Wreck the Halls(80)
Didn’t matter. He would have taken any odds in the hopes of being alone with Melody right now. Tonight. Something inside of him had changed and he didn’t know what it meant for him. For them. He only knew Melody would be there while he figured it out—and that made everything okay.
Chapter Twenty-Five
Melody took Beat’s borrowed jacket and hung it on her coatrack, studying his face as he saw her apartment for the first time. Having him there didn’t feel real. Especially after running six blocks in disguise to ditch two pissed-off producers and avoid a mob of people who knew way too much about them. The direction in which Melody’s life was headed remained unclear, but she was allowing herself to settle into this state of limbo. The unknown.
It wasn’t scary when her best friend was beside her.
Right. Best friend.
She could still feel his fingers clasping her chin. I’m not pretending. You know that, right?
He’d been referring to the implication that they would die for each other.

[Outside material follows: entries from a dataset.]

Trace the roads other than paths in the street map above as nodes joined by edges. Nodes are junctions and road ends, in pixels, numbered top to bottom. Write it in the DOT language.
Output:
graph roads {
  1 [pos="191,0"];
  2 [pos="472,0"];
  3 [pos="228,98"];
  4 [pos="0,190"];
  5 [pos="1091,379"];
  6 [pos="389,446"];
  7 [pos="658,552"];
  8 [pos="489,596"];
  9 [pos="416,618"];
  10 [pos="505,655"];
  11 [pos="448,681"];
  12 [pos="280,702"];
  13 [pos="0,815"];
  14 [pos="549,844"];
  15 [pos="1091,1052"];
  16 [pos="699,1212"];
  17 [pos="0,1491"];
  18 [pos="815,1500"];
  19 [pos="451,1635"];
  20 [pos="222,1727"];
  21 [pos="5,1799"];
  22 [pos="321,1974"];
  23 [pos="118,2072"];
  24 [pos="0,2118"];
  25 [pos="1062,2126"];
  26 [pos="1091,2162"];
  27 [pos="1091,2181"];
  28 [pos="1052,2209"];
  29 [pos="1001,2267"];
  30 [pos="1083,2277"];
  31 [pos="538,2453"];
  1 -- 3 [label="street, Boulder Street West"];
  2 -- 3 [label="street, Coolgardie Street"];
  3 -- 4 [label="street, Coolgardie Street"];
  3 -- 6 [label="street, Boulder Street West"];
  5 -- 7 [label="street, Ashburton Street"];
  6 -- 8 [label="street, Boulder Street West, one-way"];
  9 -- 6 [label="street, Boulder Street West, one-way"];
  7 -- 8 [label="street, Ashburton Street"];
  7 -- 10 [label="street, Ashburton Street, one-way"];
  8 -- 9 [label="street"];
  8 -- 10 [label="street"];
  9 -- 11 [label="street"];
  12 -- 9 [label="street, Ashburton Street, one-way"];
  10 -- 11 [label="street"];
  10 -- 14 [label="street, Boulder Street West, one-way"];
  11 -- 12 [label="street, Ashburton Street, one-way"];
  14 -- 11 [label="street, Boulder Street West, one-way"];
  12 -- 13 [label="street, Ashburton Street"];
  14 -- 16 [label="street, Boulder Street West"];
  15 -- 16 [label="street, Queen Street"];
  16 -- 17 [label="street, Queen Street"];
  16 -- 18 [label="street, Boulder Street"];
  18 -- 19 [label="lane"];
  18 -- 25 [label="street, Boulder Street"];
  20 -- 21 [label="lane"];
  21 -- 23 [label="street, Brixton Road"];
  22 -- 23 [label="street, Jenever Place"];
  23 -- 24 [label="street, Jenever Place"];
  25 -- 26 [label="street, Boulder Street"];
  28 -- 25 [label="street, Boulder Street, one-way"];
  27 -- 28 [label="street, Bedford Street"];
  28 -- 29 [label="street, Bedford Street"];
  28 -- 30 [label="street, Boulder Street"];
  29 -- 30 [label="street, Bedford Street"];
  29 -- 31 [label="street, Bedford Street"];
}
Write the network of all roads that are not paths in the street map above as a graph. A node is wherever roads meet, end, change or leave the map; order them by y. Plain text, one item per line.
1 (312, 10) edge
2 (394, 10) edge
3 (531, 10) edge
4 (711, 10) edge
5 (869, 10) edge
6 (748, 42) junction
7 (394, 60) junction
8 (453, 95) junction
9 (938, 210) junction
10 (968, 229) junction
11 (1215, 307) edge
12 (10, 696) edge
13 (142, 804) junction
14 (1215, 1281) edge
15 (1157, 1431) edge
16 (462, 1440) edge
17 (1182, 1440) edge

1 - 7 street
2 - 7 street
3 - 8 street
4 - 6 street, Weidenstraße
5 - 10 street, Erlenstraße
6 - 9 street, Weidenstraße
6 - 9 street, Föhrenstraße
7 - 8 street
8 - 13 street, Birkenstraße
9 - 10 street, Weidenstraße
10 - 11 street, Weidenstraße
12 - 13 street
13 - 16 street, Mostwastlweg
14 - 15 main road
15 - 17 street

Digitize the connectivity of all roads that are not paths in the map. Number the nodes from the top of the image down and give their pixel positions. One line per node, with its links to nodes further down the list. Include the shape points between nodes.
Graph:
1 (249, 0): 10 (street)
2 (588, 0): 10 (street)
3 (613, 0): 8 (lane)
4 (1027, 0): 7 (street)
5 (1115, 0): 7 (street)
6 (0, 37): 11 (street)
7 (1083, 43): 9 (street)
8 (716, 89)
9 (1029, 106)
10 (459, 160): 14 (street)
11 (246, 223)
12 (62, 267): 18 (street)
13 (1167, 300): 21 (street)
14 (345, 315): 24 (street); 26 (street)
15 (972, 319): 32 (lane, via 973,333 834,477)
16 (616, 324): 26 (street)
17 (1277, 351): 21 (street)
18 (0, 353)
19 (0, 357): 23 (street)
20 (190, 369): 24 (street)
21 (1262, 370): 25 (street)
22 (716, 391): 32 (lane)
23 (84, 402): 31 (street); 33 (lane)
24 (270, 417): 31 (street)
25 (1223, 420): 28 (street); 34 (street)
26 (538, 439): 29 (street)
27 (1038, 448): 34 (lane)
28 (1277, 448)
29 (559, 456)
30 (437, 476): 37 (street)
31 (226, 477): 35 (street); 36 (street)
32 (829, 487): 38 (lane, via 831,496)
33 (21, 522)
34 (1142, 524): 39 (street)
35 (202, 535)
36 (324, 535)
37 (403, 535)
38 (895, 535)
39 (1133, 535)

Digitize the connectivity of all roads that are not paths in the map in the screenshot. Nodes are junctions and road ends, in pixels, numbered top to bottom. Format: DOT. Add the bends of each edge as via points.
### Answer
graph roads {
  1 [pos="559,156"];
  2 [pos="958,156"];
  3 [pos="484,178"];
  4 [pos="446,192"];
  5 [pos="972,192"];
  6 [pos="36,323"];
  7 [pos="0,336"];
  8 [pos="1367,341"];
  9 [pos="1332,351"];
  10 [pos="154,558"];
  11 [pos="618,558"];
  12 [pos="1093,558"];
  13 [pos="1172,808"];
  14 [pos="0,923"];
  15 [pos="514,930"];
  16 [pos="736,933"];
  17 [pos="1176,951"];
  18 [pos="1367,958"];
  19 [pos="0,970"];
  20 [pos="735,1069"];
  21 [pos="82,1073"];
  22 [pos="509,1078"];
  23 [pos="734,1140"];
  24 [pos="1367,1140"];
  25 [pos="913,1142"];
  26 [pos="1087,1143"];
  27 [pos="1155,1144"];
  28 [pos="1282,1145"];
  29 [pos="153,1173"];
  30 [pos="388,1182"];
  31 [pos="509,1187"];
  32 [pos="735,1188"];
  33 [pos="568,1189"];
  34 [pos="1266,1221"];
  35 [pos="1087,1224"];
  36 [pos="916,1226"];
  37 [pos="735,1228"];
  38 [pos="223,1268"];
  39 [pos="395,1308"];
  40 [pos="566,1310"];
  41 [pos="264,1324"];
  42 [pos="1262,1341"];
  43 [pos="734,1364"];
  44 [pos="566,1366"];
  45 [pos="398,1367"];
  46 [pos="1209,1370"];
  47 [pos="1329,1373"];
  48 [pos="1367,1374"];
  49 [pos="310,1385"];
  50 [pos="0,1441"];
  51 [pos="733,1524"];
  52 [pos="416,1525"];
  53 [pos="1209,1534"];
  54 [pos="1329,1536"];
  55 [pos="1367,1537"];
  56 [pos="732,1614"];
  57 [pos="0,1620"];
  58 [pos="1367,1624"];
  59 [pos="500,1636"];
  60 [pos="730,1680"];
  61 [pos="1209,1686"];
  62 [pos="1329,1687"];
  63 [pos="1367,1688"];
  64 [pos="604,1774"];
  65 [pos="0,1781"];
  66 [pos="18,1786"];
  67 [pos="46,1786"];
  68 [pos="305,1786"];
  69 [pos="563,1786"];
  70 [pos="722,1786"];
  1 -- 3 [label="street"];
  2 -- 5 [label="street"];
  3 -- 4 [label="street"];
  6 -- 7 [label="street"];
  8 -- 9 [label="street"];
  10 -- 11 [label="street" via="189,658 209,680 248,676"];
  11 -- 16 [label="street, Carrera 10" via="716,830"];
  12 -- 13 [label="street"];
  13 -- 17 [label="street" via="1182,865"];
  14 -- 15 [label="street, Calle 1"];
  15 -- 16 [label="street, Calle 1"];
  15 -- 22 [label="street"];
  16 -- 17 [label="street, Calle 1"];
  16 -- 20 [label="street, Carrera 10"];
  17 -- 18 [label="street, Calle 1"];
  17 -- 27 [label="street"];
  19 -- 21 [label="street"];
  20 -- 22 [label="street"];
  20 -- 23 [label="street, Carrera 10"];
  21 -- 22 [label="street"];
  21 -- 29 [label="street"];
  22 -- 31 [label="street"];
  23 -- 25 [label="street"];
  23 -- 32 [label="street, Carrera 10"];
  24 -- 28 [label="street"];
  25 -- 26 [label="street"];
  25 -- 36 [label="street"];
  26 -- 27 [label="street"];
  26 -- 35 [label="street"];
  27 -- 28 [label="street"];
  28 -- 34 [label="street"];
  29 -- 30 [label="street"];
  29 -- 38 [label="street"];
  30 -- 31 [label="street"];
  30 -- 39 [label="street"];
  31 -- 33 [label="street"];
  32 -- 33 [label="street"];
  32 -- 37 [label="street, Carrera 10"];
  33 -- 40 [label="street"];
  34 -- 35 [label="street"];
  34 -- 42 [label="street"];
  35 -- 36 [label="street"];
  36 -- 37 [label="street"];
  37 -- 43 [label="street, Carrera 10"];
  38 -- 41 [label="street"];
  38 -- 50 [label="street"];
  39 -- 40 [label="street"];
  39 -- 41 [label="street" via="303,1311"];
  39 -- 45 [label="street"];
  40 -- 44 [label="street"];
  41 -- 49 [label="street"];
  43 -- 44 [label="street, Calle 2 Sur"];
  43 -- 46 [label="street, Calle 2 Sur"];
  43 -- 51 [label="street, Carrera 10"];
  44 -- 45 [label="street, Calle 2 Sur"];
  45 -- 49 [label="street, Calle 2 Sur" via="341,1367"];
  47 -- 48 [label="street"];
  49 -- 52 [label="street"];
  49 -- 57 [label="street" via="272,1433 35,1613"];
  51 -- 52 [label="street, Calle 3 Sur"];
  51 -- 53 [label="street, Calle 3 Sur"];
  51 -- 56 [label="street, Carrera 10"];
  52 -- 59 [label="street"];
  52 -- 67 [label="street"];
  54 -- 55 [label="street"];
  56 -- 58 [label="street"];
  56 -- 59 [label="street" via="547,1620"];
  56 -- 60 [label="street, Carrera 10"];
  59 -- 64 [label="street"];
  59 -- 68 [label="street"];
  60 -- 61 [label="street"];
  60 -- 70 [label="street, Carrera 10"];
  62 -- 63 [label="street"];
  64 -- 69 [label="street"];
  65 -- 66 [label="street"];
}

These were big feelings, big declarations. Big things happening under the title of friendship that she wasn’t sure belonged there. Or maybe she and Beat had their own category of relationship that wasn’t discovered yet. Was that arrogant? Maybe. She was really leaning into the whole jock vibe, apparently.
“It’s exactly what I pictured,” Beat said. Was his voice deeper than usual?
“Which is to say . . .”
He hummed while choosing how to respond, his steps carrying him into the living area. “Everywhere I look, there’s something that feels like you. That string of yellow yarn holding back the curtain. Colorful ceramics, but simple white flowers. The fuzzy sock sticking out from between those couch cushions, your nightshirt on the coffee table.” He ran his index finger along the back of the piece of furniture in question and cast her a sidelong look. “You fall asleep on this couch a lot, Mel?”
She was still watching that sensual finger where it dragged side to side on the leather. Her leather. Up and back on the seam. “Every night, actually. I finally gave in and bought a huge couch. It takes up too much space, but it doubles as a bed.”
“I fall asleep on the couch every night, too.”
“Really?”
“Yeah.” He was using his thumb on the cushion seam now, raking it up. Down. “The attic at Trina’s house was the first time I’ve fallen asleep in a bed in years.”
Words spoken so casually about the night they’d had sex were like a velvet punch to the belly, followed by a long, slow twist. “Imagine that.”
Beat’s thumb dug into the cushion hard. “I do, Peach. All the time.”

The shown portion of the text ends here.